PostfixAdmin 2.3.5 released

2012-01-27
2013-01-23
  • Hello,

    I just released PostfixAdmin 2.3.5 which is a security update that fixes some SQL injections (CVE-2012-0811) and XSS vulnerabilities (CVE-2012-0812).

    Credits go to Filippo Cavallarin for finding most of the vulnerabilities and notifying us.
    The only exception is "create-domain: fix SQL injection (only exploitable by superadmins)" which was found by Matthias Bethke.

    Be warned that backups created with backup.php from 2.3.4 and earlier can contain SQL injections that will be executed when you restore the backup. In other words: Double-check old backups before restoring them!

    If you are using the PostfixAdmin package that comes with openSUSE 12.1, a security update will be available in the next days.

    For reference, here's the full changelog for 2.3.5:

      - fix SQL injection in pacrypt() (if $CONF == 'mysql_encrypt')
      - fix SQL injection in backup.php - the dump was not mysql_escape()d,
        therefore users could inject SQL (for example in the vacation message)
        which will be executed when restoring the database dump.
        WARNING: database dumps created with backup.php from 2.3.4 or older might
                 contain malicious SQL. Double-check before using them!
      - fix XSS with $_GET in templates/menu.php and edit-vacation
      - fix XSS in some create-domain input fields
      - fix XSS in create-alias and edit-alias error message
      - fix XSS (by values stored in the database) in fetchmail list view,
        list-domain and list-virtual
      - create-domain: fix SQL injection (only exploitable by superadmins)
      - add missing $LANG
      - don't mark mailbox targets with recipient delimiter as "forward only"
      - wrap hex2bin with function_exists() - PHP 5.3.8 has it as native function

     
  • xonix84
    xonix84
    2012-02-02

    Hello,
    I possible found a bug

     
  • GingerDog
    GingerDog
    2012-02-02

    Hi,
    I'd guess there's some weird encoding going on there - what version of PHP are you using? What does the data within the database (via phpmyadmin) look like?

     
  • xonix84
    xonix84
    2012-02-02

    PHP Version 5.3.9
    MySQL  Encoding UTF8
    Collation utf8_general_ci
    PostfixAdmin 2.3.4 works fine.

     
  • xonix84
    xonix84
    2012-02-02

    By the way, in phpmyadmin i see this fields correctly.

     
  • Looks like I should include some non-ASCII domain and mailbox descriptions in my test data ;-)

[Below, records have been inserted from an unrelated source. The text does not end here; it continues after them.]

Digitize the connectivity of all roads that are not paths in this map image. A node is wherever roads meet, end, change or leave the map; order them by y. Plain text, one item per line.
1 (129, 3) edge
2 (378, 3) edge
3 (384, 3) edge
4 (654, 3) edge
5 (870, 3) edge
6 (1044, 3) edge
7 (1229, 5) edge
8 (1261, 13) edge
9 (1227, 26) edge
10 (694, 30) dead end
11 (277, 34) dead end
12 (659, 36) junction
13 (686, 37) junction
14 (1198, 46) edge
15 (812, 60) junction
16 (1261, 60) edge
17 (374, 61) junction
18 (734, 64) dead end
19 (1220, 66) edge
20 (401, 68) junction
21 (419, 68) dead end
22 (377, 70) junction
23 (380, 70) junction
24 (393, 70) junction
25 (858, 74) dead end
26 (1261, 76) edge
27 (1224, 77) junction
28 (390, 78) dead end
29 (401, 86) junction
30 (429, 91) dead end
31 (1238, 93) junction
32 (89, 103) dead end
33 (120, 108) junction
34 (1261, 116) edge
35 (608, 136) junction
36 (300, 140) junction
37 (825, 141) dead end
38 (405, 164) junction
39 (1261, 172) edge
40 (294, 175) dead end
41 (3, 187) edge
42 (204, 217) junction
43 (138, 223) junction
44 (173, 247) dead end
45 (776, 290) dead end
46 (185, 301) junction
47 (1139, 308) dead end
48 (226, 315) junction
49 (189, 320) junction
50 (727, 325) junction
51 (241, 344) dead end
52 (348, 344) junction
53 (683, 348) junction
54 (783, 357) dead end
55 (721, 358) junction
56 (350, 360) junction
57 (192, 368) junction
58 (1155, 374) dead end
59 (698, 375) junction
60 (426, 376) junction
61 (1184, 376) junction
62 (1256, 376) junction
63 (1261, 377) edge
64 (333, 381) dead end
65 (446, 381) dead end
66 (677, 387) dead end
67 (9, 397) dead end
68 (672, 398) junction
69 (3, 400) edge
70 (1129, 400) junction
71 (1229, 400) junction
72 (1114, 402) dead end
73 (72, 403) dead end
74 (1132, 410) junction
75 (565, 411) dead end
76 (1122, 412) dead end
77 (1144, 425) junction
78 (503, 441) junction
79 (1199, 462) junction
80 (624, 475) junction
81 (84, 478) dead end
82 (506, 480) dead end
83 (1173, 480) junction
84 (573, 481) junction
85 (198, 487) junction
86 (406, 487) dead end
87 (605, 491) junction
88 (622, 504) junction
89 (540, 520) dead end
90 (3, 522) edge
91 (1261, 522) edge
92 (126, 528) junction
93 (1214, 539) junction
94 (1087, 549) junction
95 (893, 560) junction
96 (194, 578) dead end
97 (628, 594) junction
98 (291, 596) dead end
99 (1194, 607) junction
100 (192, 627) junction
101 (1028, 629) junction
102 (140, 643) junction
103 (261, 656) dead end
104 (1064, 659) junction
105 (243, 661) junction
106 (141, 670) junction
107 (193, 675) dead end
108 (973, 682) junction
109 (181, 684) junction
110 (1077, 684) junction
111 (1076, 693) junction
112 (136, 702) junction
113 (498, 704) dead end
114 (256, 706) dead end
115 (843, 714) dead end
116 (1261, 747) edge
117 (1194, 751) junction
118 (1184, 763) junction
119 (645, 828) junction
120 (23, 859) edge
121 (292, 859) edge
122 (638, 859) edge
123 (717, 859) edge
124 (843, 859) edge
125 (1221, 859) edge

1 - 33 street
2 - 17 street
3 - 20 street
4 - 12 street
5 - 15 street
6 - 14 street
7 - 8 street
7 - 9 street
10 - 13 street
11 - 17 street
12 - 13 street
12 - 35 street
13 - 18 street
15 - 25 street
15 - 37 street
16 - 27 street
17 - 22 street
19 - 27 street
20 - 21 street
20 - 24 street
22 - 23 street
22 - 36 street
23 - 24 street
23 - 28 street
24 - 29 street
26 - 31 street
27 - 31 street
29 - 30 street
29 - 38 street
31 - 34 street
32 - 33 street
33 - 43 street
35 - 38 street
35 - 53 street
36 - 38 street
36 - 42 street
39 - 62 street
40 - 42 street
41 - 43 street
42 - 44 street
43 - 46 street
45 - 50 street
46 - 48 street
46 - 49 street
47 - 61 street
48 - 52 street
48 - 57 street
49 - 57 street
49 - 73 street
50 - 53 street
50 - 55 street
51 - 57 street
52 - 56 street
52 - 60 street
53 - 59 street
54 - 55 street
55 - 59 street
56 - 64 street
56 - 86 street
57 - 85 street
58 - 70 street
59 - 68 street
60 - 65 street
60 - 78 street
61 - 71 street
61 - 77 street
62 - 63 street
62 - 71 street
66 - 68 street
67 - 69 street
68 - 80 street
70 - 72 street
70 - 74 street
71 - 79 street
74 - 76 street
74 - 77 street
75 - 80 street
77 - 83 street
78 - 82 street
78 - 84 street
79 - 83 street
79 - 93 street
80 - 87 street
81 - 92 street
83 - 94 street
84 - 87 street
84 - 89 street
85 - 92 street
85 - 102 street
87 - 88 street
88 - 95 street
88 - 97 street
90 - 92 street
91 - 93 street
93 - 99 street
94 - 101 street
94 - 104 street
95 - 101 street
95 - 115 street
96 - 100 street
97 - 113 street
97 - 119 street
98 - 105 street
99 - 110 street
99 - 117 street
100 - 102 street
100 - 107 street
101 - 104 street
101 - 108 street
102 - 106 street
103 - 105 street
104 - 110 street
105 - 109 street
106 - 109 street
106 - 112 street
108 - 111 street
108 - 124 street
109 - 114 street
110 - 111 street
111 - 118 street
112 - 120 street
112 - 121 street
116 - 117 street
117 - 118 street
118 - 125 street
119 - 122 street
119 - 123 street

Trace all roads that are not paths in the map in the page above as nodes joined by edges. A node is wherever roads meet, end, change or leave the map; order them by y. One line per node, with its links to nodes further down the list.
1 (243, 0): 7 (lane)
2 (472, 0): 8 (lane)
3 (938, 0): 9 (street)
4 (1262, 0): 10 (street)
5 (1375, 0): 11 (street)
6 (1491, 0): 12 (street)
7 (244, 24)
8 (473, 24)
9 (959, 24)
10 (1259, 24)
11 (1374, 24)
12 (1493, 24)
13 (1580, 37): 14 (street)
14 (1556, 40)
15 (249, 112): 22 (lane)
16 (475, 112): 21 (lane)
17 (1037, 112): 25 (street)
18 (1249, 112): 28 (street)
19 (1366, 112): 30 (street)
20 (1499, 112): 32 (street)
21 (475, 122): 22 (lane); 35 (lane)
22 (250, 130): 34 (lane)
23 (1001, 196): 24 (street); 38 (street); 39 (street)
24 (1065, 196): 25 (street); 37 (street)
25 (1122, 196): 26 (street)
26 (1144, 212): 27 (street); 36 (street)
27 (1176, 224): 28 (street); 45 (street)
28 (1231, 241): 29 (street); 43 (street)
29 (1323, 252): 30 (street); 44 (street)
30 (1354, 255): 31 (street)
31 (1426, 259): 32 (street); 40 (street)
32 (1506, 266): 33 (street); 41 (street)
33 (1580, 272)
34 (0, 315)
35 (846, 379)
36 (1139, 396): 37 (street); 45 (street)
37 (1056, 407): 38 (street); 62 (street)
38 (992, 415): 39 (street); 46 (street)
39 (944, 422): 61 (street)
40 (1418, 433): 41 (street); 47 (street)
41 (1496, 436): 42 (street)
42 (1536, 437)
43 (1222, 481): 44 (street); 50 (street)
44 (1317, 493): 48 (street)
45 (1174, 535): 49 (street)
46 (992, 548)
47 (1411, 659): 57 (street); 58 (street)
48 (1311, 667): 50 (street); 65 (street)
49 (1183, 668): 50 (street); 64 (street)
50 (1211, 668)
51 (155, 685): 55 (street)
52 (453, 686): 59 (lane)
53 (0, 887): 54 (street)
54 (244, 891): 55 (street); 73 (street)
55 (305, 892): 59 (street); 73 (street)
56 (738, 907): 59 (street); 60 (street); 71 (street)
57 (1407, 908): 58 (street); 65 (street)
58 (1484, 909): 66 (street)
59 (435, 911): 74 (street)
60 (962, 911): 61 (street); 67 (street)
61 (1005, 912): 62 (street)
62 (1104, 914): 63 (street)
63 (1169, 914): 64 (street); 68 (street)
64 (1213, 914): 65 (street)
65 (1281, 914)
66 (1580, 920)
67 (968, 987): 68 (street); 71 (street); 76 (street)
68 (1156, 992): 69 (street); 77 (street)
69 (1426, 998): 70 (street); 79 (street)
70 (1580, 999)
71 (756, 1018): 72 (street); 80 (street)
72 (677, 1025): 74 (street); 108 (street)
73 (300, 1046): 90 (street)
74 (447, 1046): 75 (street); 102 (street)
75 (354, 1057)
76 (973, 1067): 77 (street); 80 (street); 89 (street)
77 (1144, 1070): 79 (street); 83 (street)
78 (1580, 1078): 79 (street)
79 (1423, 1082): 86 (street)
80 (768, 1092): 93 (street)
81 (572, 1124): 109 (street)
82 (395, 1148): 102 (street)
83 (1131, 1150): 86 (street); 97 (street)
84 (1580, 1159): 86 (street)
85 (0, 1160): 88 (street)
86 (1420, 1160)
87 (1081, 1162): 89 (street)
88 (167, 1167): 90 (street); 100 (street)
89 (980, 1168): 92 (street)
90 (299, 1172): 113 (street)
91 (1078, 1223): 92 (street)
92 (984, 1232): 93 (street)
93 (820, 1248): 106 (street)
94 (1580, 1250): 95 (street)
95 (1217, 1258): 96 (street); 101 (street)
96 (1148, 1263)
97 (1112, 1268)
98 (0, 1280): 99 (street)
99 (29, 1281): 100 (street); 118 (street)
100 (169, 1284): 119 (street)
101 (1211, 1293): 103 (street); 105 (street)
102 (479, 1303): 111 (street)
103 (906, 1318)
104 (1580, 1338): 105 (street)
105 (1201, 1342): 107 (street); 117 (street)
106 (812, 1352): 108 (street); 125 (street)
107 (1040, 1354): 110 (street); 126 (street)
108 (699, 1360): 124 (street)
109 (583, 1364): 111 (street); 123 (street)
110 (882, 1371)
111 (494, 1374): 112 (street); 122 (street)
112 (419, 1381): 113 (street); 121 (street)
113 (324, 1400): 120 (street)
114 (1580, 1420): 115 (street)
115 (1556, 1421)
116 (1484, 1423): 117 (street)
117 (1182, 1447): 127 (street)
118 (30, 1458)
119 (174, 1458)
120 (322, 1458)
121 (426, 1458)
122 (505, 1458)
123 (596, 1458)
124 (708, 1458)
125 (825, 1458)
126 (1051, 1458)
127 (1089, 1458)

    Wild guess, not really tested:

    Edit templates/list-virtual.php line 317
    replace
        print "      <td>" . htmlentities($tMailbox) . "</td>\n";
    with
        print "      <td>" . htmlentities($tMailbox, ENT_QUOTES, 'UTF-8') . "</td>\n";

    Does this solve the issue for you? (Note it will only change listing mailboxes in list-virtual.)

    You probably need to do a similar change for list-domain.
    Edit templates/admin_list-domain.php and change line 53 to
        print "<td>" . htmlentities($domain_properties, ENT_QUOTES, 'UTF-8') . "</td>";

     
  • Tomas
    Tomas
    2012-02-02

    I had similar problem with some national characters and can confirm that changing templates/list-virtual.php and templates/admin_list-domain.php solved it.

    Just hope that these changes wouldn't be necessary after every postfixadmin release :)

     
  • It's a regression caused by the security fixes in 2.3.5 - in other words: no, this won't be necessary in every release ;-)

    I just commited the fix to the 2.3 branch. I doubt we'll do another release just to fix this, but 2.3.6 (whenever we release it) will contain the fix.

     
  • Artem
    Artem
    2012-02-04

    Thanks, this solution helped.
    Thank you for your work on postfixadmin.

     
  • Alex Sml
    Alex Sml
    2012-11-20

    Thanks, this help me to view national characters in name field.

    But I have another problem: when I enter national characters in search field, I see error:
    Invalid query: Illegal mix of collations (latin1_general_ci,IMPLICIT) and (utf8_general_ci,COERCIBLE) for operation 'like'
    All characterset variables in mysql are set to utf8.
    I was changed every LIKE '%$fSearch%' to LIKE '%$fSearch%' collate utf8_general_ci in search.php and this solved the problem with search for me.
    Hope next postfixadmin release will be fixed.